TASK MATERIAL:
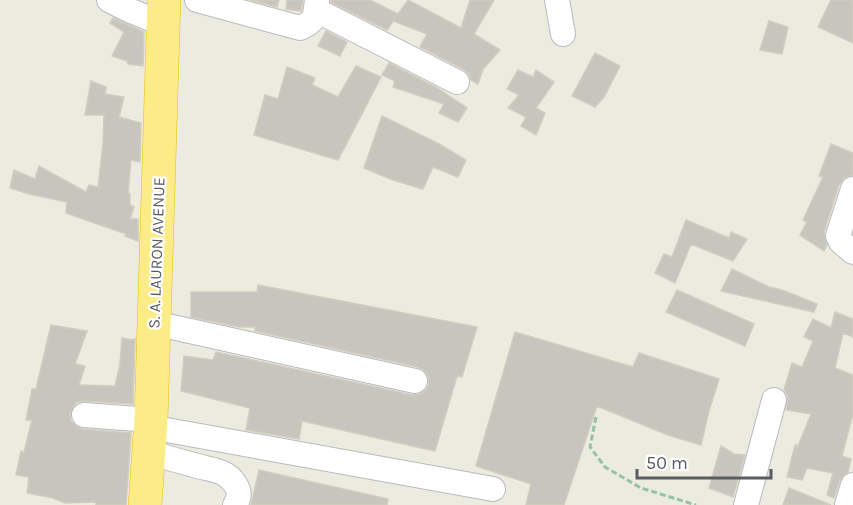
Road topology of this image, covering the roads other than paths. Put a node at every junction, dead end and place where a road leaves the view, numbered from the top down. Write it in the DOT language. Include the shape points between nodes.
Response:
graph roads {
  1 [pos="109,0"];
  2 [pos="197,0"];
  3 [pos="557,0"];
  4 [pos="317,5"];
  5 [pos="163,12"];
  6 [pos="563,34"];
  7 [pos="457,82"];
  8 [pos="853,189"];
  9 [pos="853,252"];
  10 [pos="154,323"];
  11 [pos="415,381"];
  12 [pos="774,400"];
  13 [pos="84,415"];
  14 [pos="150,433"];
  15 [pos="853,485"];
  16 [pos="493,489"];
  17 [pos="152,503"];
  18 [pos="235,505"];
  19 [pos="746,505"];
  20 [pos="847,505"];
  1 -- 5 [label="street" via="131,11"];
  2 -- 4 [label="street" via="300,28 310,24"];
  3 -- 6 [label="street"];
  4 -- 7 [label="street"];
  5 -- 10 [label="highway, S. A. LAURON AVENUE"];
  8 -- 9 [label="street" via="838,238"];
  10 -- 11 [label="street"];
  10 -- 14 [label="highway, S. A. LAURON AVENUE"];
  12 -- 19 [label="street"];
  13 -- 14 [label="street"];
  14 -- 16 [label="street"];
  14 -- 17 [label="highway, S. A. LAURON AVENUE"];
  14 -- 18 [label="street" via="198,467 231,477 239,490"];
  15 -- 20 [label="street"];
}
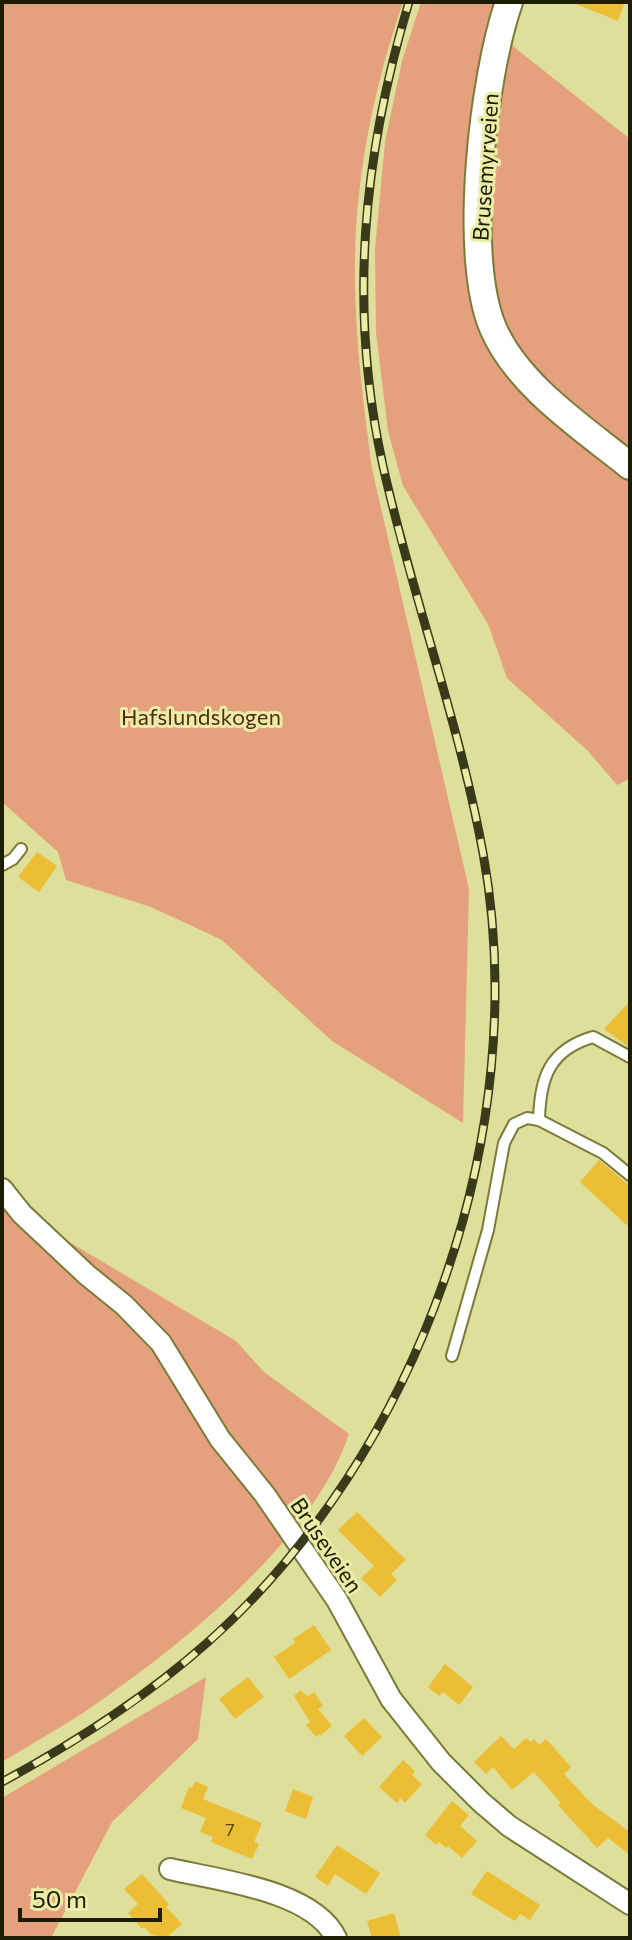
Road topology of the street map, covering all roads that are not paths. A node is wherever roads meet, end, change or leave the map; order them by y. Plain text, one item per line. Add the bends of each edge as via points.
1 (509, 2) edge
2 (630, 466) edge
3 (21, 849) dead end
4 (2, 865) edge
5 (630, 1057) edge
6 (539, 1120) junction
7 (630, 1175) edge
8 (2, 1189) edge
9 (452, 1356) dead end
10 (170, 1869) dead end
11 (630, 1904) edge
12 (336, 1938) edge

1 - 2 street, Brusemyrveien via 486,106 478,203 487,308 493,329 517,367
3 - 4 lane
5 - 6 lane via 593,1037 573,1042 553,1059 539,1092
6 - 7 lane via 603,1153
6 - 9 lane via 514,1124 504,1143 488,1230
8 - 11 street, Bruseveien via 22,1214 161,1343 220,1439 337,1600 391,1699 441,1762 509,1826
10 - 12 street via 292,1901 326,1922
...
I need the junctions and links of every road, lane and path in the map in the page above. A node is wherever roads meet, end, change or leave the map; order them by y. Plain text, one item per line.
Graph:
==
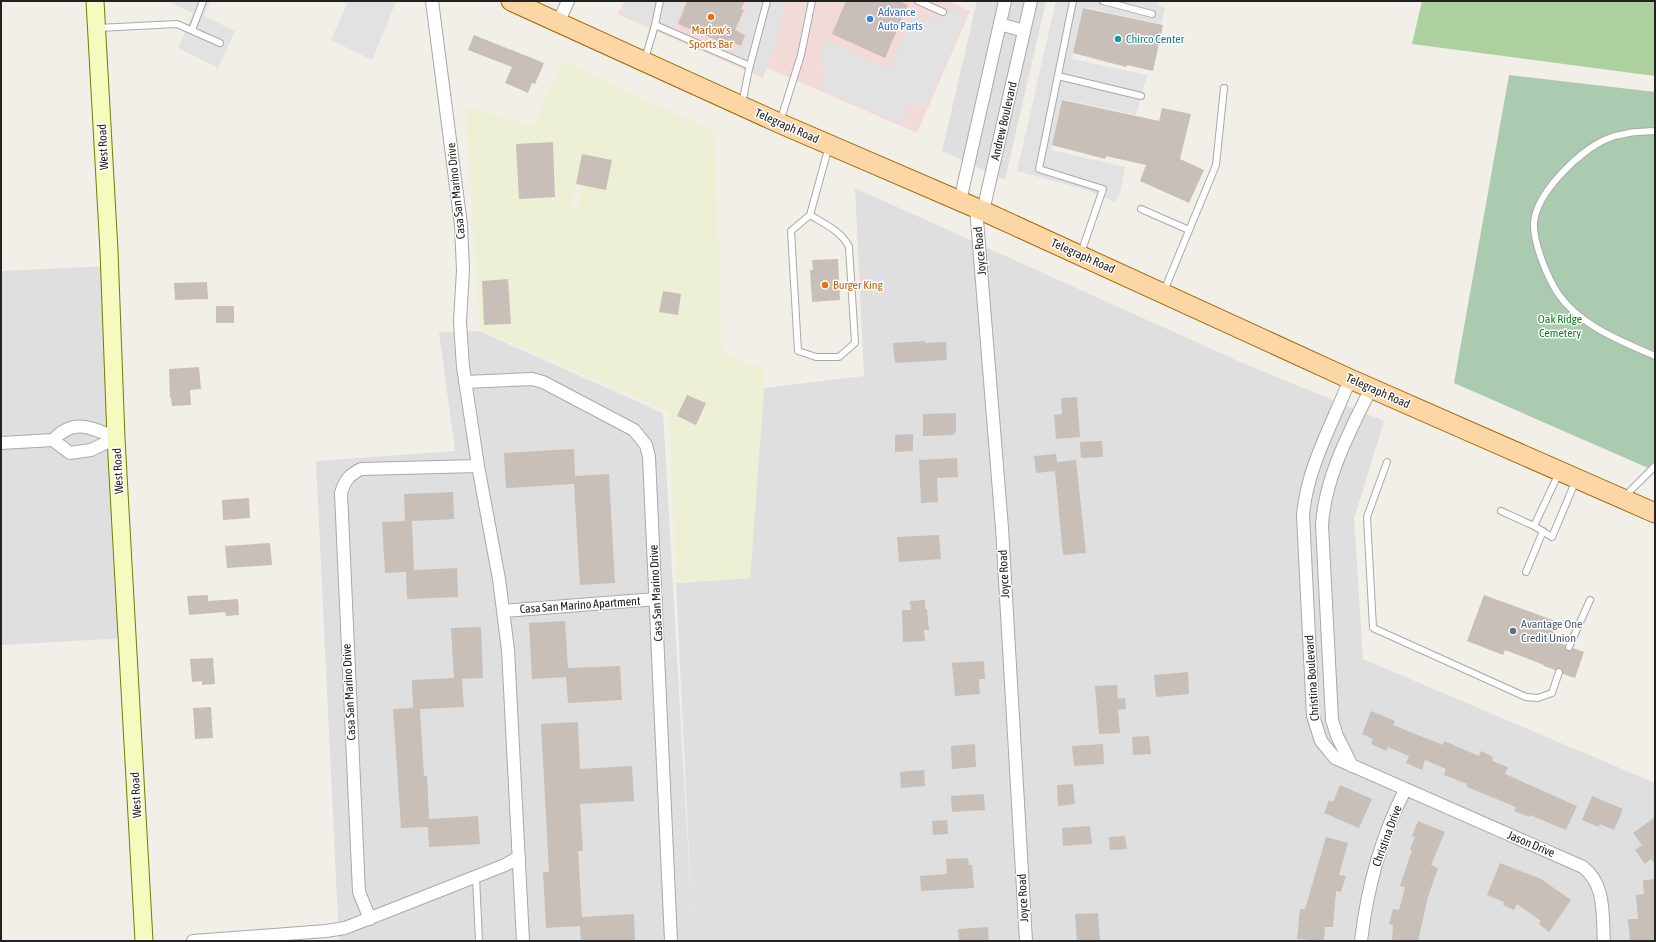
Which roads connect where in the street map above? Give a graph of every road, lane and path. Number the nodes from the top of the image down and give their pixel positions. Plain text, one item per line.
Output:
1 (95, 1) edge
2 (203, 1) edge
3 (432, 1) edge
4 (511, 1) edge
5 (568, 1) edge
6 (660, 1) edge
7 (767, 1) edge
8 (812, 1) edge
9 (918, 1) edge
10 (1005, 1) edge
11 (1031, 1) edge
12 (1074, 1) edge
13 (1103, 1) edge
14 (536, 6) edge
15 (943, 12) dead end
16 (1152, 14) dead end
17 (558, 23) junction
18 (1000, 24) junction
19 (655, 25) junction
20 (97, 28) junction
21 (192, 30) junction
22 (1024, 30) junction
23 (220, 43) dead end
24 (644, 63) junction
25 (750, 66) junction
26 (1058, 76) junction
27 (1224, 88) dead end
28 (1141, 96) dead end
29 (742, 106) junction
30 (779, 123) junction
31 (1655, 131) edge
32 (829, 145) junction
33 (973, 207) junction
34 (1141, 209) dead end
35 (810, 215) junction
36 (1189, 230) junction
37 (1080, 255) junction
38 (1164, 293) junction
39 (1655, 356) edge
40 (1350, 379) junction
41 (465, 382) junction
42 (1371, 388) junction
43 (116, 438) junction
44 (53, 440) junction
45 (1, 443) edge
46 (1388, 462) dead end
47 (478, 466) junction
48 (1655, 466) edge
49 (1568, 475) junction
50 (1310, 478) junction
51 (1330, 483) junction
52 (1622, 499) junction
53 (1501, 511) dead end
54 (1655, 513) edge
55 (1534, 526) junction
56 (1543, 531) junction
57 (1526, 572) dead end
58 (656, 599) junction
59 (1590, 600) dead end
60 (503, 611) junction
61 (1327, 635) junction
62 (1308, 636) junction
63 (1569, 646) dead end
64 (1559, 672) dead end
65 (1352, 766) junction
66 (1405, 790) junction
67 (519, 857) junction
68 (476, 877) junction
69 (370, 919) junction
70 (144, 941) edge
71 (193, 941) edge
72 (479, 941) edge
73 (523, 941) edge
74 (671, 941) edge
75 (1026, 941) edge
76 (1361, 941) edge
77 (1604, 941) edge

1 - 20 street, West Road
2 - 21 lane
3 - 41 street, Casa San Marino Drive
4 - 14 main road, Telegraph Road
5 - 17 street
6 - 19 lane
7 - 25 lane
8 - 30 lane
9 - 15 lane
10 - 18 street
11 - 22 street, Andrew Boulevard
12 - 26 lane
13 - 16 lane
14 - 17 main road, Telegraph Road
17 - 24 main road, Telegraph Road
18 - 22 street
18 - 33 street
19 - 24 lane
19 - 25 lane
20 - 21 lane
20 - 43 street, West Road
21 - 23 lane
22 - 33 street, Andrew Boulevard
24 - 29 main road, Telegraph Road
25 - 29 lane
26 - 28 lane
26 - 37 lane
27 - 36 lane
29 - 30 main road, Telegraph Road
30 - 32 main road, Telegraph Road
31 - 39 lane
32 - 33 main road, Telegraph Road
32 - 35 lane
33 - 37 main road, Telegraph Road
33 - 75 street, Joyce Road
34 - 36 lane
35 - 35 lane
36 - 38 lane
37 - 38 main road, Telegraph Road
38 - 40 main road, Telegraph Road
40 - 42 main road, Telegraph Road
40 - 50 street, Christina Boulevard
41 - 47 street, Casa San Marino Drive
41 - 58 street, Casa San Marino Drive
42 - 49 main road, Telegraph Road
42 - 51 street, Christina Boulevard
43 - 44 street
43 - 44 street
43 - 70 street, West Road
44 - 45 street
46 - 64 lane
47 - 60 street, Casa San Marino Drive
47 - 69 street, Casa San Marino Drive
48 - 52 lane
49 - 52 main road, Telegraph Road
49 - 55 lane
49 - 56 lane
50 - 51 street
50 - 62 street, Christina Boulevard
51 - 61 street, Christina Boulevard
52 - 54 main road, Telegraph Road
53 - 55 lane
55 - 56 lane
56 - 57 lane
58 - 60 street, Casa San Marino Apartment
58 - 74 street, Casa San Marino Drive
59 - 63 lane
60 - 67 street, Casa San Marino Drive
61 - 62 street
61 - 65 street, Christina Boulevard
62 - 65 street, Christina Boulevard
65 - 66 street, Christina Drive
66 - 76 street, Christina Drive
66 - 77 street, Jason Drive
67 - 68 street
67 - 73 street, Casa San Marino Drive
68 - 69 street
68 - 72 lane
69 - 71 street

YOUR INSTRUCTIONS:
Read the entries and select each line where the word "every" is found.

ANSWER TO THIS TASK:
Road topology of this image, covering the roads other than paths. Put a node at every junction, dead end and place where a road leaves the view, numbered from the top down. Write it in the DOT language. Include the shape points between nodes.
I need the junctions and links of every road, lane and path in the map in the page above. A node is wherever roads meet, end, change or leave the map; order them by y. Plain text, one item per line.
Which roads connect where in the street map above? Give a graph of every road, lane and path. Number the nodes from the top of the image down and give their pixel positions. Plain text, one item per line.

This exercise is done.